• _YOUR TASK_
Report every line from the following entries that contains the string "Iron".

[Collected data]
# # # #
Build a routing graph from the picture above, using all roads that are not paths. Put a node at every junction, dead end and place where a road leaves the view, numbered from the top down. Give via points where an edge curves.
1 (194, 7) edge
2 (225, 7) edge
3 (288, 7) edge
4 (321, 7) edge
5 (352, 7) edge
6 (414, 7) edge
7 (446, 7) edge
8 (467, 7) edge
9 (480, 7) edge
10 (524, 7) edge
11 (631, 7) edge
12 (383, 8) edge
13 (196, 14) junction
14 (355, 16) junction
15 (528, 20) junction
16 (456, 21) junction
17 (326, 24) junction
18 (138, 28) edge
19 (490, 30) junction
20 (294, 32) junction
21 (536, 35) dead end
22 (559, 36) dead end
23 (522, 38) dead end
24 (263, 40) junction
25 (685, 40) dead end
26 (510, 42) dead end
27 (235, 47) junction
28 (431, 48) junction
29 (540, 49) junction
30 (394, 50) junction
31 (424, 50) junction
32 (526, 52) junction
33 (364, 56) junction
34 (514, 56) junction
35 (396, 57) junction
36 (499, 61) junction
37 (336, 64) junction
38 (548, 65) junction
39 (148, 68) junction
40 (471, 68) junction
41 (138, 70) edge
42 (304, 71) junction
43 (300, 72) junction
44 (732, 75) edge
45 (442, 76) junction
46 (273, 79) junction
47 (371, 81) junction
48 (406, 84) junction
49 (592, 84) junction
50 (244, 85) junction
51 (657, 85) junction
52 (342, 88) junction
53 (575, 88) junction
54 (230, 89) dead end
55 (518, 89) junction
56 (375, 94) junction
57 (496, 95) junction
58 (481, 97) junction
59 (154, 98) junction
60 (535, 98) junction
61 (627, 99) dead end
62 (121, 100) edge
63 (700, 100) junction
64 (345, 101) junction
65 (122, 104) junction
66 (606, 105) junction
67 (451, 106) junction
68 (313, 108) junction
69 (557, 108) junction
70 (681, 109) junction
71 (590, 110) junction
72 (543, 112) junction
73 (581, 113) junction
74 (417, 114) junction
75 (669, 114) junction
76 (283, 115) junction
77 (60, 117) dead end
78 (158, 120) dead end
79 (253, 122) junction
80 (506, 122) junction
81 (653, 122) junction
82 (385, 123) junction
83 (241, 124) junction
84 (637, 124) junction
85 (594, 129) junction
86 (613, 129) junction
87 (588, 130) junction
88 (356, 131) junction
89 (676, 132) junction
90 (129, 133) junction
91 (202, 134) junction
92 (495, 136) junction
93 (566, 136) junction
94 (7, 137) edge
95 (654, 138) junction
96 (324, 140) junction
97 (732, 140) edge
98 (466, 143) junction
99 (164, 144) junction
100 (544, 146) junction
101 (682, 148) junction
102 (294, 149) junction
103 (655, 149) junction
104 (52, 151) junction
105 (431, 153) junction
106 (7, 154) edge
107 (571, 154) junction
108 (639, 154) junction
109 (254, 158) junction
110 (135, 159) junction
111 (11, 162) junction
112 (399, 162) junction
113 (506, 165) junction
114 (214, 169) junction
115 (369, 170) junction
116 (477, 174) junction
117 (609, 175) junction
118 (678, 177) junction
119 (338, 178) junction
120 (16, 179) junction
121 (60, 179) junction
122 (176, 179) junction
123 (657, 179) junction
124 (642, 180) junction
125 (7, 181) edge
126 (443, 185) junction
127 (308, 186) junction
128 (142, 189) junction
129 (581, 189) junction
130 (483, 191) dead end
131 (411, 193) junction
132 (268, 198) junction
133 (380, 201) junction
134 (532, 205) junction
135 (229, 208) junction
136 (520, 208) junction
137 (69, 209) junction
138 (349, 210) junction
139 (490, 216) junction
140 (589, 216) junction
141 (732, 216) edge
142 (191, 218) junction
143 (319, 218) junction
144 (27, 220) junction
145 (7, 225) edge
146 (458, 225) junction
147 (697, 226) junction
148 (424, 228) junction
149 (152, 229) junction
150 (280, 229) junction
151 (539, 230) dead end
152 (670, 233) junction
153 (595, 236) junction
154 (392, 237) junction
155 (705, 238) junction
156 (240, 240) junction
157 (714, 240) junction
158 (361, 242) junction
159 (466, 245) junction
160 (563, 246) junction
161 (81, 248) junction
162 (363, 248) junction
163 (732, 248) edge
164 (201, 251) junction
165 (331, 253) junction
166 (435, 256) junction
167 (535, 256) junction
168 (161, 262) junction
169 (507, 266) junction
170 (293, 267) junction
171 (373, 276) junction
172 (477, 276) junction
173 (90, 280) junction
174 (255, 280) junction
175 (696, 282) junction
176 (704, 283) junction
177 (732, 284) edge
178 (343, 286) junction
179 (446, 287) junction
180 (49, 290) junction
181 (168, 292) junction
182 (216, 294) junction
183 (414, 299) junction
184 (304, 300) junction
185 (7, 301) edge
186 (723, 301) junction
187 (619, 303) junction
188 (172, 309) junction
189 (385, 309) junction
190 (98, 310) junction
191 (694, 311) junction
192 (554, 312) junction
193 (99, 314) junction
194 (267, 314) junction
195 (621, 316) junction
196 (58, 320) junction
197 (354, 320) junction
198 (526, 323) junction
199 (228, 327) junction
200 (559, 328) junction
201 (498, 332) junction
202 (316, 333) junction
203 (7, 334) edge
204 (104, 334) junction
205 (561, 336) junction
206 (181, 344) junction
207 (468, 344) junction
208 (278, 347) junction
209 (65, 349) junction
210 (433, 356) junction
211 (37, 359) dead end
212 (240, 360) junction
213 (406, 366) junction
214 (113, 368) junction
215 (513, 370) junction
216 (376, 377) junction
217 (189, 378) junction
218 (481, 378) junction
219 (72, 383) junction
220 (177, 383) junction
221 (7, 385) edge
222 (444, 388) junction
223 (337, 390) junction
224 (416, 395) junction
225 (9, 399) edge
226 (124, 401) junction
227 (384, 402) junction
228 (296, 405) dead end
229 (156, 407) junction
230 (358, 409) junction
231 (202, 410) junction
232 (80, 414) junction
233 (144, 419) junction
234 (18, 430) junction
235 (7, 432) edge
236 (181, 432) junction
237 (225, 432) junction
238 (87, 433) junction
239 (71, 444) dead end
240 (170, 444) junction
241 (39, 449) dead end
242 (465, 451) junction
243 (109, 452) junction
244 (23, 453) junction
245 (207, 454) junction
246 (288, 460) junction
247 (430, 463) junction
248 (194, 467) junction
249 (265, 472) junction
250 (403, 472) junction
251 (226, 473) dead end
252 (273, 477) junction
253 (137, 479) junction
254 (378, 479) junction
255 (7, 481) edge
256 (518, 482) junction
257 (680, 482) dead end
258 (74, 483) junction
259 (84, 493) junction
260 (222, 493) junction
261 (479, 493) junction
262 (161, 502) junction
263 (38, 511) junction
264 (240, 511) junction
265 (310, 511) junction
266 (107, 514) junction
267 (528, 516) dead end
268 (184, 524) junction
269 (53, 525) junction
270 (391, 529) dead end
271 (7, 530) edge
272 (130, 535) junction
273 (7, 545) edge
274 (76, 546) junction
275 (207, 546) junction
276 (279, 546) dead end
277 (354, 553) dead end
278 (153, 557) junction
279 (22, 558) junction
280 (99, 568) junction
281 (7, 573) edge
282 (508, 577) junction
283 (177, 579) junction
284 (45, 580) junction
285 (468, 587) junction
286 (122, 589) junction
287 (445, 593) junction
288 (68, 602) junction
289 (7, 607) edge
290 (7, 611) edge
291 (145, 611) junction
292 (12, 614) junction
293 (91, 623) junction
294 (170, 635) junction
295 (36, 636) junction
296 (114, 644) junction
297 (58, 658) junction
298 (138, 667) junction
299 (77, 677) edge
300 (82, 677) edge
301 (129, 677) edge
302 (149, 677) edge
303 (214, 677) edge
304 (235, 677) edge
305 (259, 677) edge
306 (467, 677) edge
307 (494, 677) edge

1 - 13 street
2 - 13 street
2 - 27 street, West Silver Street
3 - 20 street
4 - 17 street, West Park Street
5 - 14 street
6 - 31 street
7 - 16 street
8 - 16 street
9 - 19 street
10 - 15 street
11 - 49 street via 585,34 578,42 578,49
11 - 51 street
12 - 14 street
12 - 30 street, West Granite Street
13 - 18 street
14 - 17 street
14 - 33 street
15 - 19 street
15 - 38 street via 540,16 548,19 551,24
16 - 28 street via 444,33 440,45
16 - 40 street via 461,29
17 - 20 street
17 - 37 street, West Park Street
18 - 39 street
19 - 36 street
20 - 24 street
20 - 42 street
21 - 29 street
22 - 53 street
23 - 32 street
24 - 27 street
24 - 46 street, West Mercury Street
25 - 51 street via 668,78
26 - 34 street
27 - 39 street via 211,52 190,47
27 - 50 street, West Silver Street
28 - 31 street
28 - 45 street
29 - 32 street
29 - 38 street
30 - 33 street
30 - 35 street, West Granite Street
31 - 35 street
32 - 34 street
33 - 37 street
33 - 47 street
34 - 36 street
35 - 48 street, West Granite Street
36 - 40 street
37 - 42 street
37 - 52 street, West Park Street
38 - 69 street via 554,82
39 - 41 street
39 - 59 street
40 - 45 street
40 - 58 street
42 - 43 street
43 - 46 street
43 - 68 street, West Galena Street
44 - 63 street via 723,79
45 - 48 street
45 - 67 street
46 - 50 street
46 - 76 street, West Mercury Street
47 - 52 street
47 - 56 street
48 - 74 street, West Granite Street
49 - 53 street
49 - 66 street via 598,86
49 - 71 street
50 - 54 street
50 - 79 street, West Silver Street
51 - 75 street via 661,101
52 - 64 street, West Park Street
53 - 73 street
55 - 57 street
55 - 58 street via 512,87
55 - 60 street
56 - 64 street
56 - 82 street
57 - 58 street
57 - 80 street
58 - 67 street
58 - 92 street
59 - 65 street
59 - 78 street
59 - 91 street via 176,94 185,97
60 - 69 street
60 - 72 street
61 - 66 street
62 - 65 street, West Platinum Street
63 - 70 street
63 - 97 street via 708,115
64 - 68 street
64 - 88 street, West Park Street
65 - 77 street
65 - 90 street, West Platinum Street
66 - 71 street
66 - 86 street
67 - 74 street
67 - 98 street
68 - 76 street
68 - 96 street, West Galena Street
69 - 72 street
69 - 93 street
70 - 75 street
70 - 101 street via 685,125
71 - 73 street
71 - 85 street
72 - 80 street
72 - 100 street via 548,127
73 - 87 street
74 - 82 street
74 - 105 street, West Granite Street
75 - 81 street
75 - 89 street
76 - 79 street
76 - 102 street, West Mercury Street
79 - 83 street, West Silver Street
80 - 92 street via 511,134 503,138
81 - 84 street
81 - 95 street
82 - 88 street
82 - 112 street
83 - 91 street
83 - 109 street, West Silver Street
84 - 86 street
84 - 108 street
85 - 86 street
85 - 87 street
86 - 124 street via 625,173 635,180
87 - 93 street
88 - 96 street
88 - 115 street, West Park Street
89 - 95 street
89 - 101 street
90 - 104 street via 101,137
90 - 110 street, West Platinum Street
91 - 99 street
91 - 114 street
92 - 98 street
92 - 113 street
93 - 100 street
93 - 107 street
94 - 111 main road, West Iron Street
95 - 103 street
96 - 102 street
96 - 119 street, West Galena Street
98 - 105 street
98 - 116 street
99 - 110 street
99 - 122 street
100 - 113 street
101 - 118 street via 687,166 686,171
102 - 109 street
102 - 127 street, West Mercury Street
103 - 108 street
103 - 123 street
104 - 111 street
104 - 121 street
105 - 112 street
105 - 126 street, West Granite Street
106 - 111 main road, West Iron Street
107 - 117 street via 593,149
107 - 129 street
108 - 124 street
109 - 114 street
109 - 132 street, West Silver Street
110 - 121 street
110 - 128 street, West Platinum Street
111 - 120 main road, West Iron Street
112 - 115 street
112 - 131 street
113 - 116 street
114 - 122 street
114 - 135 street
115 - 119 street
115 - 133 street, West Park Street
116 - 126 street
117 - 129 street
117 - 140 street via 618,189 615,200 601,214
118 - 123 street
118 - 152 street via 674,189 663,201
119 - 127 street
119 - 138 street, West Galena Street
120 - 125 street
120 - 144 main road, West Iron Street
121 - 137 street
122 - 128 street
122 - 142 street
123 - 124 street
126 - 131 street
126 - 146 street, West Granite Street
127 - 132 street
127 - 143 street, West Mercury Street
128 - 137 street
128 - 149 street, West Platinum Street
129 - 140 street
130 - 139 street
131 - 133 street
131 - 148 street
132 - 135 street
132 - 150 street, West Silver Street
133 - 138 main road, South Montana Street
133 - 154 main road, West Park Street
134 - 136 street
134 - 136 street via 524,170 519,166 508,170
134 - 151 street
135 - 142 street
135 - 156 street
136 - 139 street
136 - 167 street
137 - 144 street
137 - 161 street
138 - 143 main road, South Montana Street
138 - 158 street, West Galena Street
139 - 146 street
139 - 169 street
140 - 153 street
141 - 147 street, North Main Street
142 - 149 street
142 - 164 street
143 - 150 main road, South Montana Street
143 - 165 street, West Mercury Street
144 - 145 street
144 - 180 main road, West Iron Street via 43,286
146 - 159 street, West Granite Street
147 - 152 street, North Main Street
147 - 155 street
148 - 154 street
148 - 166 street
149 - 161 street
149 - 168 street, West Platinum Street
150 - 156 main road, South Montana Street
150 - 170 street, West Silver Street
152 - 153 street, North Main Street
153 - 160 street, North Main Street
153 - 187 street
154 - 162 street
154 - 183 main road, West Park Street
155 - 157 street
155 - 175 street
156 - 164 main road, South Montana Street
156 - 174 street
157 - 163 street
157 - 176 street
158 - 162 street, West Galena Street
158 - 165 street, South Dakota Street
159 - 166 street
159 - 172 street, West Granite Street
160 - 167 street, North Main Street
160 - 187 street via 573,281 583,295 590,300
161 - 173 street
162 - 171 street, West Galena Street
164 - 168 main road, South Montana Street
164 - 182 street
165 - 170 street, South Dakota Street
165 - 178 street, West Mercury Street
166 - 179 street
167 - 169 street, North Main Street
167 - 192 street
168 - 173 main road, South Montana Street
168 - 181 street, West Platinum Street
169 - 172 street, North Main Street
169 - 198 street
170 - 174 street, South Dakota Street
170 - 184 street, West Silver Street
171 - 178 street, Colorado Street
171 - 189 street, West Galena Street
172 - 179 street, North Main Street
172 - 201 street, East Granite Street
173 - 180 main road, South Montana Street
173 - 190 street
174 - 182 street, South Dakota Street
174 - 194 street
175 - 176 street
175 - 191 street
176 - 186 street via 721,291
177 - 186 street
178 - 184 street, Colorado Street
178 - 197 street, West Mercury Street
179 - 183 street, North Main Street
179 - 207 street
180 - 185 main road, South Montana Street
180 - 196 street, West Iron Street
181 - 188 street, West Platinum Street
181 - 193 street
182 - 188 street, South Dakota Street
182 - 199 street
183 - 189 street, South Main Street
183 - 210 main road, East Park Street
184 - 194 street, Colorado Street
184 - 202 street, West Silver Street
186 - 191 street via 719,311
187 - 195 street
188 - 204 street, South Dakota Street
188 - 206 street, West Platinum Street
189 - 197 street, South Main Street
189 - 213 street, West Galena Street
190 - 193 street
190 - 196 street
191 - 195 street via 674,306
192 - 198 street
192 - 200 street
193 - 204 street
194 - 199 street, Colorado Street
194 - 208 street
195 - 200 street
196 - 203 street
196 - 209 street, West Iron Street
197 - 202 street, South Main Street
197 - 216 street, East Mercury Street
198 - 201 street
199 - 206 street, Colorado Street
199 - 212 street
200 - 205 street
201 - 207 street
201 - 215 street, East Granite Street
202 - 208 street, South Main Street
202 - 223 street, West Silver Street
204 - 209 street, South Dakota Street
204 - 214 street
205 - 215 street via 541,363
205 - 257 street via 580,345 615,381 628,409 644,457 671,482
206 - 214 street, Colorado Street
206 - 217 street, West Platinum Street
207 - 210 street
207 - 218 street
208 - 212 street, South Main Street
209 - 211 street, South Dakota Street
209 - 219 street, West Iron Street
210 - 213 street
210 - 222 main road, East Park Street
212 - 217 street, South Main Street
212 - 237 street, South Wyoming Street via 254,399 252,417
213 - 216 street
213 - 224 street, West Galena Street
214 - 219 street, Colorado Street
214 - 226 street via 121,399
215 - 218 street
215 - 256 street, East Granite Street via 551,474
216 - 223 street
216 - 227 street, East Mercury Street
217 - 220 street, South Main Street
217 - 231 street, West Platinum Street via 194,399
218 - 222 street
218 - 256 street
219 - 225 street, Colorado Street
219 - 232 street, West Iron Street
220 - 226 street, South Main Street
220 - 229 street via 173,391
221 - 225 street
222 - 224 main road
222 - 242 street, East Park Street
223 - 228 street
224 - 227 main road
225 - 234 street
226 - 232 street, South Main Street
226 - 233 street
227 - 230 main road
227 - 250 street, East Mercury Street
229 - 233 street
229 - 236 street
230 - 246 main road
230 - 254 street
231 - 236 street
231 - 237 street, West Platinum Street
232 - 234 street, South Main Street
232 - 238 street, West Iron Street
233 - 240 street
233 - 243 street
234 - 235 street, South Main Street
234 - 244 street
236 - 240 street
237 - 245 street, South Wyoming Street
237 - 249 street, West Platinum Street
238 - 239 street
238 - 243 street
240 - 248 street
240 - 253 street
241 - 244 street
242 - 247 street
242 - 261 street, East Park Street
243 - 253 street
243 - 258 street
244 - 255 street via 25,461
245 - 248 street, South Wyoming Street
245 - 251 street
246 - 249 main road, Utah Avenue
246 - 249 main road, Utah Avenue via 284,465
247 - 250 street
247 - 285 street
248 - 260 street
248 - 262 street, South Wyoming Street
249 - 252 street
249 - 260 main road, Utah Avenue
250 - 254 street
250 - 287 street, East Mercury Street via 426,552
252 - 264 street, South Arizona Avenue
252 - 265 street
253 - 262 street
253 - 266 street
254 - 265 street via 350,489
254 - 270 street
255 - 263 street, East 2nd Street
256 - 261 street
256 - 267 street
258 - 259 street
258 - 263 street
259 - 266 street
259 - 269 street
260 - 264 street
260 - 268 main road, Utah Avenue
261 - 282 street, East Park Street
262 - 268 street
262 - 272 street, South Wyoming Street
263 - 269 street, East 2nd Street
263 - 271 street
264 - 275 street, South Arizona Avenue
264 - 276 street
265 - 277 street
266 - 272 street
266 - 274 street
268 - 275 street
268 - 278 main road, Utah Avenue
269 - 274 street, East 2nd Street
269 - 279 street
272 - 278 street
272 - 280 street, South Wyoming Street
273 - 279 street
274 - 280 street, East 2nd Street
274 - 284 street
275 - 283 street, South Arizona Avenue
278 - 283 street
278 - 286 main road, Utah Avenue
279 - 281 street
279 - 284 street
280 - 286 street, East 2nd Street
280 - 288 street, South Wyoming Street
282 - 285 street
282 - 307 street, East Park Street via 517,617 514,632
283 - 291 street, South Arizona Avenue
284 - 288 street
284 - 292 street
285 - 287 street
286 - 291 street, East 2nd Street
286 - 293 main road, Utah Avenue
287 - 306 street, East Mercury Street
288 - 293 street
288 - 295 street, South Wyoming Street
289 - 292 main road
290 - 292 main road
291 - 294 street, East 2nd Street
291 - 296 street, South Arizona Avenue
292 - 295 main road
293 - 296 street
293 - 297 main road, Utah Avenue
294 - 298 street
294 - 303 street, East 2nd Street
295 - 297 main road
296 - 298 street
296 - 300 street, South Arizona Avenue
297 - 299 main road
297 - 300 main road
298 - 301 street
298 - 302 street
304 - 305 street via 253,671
# # # #
• _RESPONSE_
94 - 111 main road, West Iron Street
106 - 111 main road, West Iron Street
111 - 120 main road, West Iron Street
120 - 144 main road, West Iron Street
144 - 180 main road, West Iron Street via 43,286
180 - 196 street, West Iron Street
196 - 209 street, West Iron Street
209 - 219 street, West Iron Street
219 - 232 street, West Iron Street
232 - 238 street, West Iron Street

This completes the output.